Reproduce all entries verbatim, with nothing added or dropped.

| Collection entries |
☆ ☆ ☆ ☆ ☆ ☆ ☆
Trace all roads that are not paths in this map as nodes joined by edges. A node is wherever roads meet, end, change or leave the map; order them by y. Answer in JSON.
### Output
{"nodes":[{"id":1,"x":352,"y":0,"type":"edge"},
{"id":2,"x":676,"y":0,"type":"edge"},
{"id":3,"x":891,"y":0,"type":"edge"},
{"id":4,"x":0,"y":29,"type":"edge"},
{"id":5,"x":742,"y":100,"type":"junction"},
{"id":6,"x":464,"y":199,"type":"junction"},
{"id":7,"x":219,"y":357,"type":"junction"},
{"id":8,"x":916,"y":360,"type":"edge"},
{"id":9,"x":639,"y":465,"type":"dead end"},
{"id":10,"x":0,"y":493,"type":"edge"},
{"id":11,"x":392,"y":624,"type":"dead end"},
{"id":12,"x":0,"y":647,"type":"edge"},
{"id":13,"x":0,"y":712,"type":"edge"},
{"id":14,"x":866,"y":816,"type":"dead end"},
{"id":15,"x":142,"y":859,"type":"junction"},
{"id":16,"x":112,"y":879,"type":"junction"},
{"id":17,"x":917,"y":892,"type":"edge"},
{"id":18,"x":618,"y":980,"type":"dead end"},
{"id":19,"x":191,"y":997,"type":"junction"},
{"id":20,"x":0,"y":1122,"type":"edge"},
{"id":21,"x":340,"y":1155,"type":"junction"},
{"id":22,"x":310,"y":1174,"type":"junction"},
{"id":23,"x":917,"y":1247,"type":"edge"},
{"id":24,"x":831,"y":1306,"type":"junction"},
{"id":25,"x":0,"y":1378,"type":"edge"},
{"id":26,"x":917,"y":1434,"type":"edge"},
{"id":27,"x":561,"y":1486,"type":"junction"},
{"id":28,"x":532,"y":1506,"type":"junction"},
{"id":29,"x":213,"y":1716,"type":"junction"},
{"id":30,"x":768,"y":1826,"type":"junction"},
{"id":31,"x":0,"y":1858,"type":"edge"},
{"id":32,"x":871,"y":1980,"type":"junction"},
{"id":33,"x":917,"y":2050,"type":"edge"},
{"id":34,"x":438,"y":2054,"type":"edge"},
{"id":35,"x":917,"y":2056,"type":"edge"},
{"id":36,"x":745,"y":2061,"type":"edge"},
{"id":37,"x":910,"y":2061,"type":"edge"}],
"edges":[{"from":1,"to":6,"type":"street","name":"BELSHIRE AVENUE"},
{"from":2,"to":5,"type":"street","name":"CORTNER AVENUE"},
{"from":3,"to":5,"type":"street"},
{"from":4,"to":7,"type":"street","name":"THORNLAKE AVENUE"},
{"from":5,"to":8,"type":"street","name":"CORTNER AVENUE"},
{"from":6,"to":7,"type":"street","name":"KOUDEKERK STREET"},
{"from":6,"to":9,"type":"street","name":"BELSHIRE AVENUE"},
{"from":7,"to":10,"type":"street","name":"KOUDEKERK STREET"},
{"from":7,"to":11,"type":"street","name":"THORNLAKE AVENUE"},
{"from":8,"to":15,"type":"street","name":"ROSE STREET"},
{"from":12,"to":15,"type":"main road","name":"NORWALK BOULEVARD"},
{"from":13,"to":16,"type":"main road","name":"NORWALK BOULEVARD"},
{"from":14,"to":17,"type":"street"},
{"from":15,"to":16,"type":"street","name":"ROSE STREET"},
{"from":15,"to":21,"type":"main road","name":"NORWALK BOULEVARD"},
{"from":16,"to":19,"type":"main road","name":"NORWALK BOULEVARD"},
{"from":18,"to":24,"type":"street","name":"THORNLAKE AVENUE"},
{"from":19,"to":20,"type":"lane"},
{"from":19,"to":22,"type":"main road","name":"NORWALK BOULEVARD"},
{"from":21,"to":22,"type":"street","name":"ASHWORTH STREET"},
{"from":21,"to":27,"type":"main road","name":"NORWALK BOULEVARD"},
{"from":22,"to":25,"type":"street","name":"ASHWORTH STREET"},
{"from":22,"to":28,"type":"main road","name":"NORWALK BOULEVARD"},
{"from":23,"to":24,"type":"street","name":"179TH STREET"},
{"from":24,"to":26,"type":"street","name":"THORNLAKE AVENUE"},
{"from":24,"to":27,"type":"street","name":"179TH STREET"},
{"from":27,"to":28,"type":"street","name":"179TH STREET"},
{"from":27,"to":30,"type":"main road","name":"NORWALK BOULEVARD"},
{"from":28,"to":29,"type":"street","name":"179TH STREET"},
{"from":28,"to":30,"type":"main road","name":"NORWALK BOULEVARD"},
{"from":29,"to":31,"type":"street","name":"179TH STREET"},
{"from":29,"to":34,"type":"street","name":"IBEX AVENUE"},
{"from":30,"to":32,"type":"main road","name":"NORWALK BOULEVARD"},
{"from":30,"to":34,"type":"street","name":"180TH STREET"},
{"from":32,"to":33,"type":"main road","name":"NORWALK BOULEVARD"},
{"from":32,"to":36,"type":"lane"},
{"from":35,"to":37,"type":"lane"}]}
☆ ☆ ☆ ☆ ☆ ☆ ☆
| Solved exercise |
Trace all roads that are not paths in this map as nodes joined by edges. A node is wherever roads meet, end, change or leave the map; order them by y. Answer in JSON.
### Output
{"nodes":[{"id":1,"x":352,"y":0,"type":"edge"},
{"id":2,"x":676,"y":0,"type":"edge"},
{"id":3,"x":891,"y":0,"type":"edge"},
{"id":4,"x":0,"y":29,"type":"edge"},
{"id":5,"x":742,"y":100,"type":"junction"},
{"id":6,"x":464,"y":199,"type":"junction"},
{"id":7,"x":219,"y":357,"type":"junction"},
{"id":8,"x":916,"y":360,"type":"edge"},
{"id":9,"x":639,"y":465,"type":"dead end"},
{"id":10,"x":0,"y":493,"type":"edge"},
{"id":11,"x":392,"y":624,"type":"dead end"},
{"id":12,"x":0,"y":647,"type":"edge"},
{"id":13,"x":0,"y":712,"type":"edge"},
{"id":14,"x":866,"y":816,"type":"dead end"},
{"id":15,"x":142,"y":859,"type":"junction"},
{"id":16,"x":112,"y":879,"type":"junction"},
{"id":17,"x":917,"y":892,"type":"edge"},
{"id":18,"x":618,"y":980,"type":"dead end"},
{"id":19,"x":191,"y":997,"type":"junction"},
{"id":20,"x":0,"y":1122,"type":"edge"},
{"id":21,"x":340,"y":1155,"type":"junction"},
{"id":22,"x":310,"y":1174,"type":"junction"},
{"id":23,"x":917,"y":1247,"type":"edge"},
{"id":24,"x":831,"y":1306,"type":"junction"},
{"id":25,"x":0,"y":1378,"type":"edge"},
{"id":26,"x":917,"y":1434,"type":"edge"},
{"id":27,"x":561,"y":1486,"type":"junction"},
{"id":28,"x":532,"y":1506,"type":"junction"},
{"id":29,"x":213,"y":1716,"type":"junction"},
{"id":30,"x":768,"y":1826,"type":"junction"},
{"id":31,"x":0,"y":1858,"type":"edge"},
{"id":32,"x":871,"y":1980,"type":"junction"},
{"id":33,"x":917,"y":2050,"type":"edge"},
{"id":34,"x":438,"y":2054,"type":"edge"},
{"id":35,"x":917,"y":2056,"type":"edge"},
{"id":36,"x":745,"y":2061,"type":"edge"},
{"id":37,"x":910,"y":2061,"type":"edge"}],
"edges":[{"from":1,"to":6,"type":"street","name":"BELSHIRE AVENUE"},
{"from":2,"to":5,"type":"street","name":"CORTNER AVENUE"},
{"from":3,"to":5,"type":"street"},
{"from":4,"to":7,"type":"street","name":"THORNLAKE AVENUE"},
{"from":5,"to":8,"type":"street","name":"CORTNER AVENUE"},
{"from":6,"to":7,"type":"street","name":"KOUDEKERK STREET"},
{"from":6,"to":9,"type":"street","name":"BELSHIRE AVENUE"},
{"from":7,"to":10,"type":"street","name":"KOUDEKERK STREET"},
{"from":7,"to":11,"type":"street","name":"THORNLAKE AVENUE"},
{"from":8,"to":15,"type":"street","name":"ROSE STREET"},
{"from":12,"to":15,"type":"main road","name":"NORWALK BOULEVARD"},
{"from":13,"to":16,"type":"main road","name":"NORWALK BOULEVARD"},
{"from":14,"to":17,"type":"street"},
{"from":15,"to":16,"type":"street","name":"ROSE STREET"},
{"from":15,"to":21,"type":"main road","name":"NORWALK BOULEVARD"},
{"from":16,"to":19,"type":"main road","name":"NORWALK BOULEVARD"},
{"from":18,"to":24,"type":"street","name":"THORNLAKE AVENUE"},
{"from":19,"to":20,"type":"lane"},
{"from":19,"to":22,"type":"main road","name":"NORWALK BOULEVARD"},
{"from":21,"to":22,"type":"street","name":"ASHWORTH STREET"},
{"from":21,"to":27,"type":"main road","name":"NORWALK BOULEVARD"},
{"from":22,"to":25,"type":"street","name":"ASHWORTH STREET"},
{"from":22,"to":28,"type":"main road","name":"NORWALK BOULEVARD"},
{"from":23,"to":24,"type":"street","name":"179TH STREET"},
{"from":24,"to":26,"type":"street","name":"THORNLAKE AVENUE"},
{"from":24,"to":27,"type":"street","name":"179TH STREET"},
{"from":27,"to":28,"type":"street","name":"179TH STREET"},
{"from":27,"to":30,"type":"main road","name":"NORWALK BOULEVARD"},
{"from":28,"to":29,"type":"street","name":"179TH STREET"},
{"from":28,"to":30,"type":"main road","name":"NORWALK BOULEVARD"},
{"from":29,"to":31,"type":"street","name":"179TH STREET"},
{"from":29,"to":34,"type":"street","name":"IBEX AVENUE"},
{"from":30,"to":32,"type":"main road","name":"NORWALK BOULEVARD"},
{"from":30,"to":34,"type":"street","name":"180TH STREET"},
{"from":32,"to":33,"type":"main road","name":"NORWALK BOULEVARD"},
{"from":32,"to":36,"type":"lane"},
{"from":35,"to":37,"type":"lane"}]}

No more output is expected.